==== Input data ====

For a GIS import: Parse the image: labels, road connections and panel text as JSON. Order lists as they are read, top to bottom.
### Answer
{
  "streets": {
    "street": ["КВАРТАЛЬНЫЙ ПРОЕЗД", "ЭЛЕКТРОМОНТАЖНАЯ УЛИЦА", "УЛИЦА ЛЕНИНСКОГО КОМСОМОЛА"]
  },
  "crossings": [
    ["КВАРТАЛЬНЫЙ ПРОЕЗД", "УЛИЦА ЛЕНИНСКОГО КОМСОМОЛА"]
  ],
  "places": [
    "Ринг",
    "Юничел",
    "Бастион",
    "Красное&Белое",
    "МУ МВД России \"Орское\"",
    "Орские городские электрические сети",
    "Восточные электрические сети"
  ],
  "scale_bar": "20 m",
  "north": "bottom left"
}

====

To do: Every line of the listing is to be returned unchanged.

Solution to the problem:
For a GIS import: Parse the image: labels, road connections and panel text as JSON. Order lists as they are read, top to bottom.
### Answer
{
  "streets": {
    "street": ["КВАРТАЛЬНЫЙ ПРОЕЗД", "ЭЛЕКТРОМОНТАЖНАЯ УЛИЦА", "УЛИЦА ЛЕНИНСКОГО КОМСОМОЛА"]
  },
  "crossings": [
    ["КВАРТАЛЬНЫЙ ПРОЕЗД", "УЛИЦА ЛЕНИНСКОГО КОМСОМОЛА"]
  ],
  "places": [
    "Ринг",
    "Юничел",
    "Бастион",
    "Красное&Белое",
    "МУ МВД России \"Орское\"",
    "Орские городские электрические сети",
    "Восточные электрические сети"
  ],
  "scale_bar": "20 m",
  "north": "bottom left"
}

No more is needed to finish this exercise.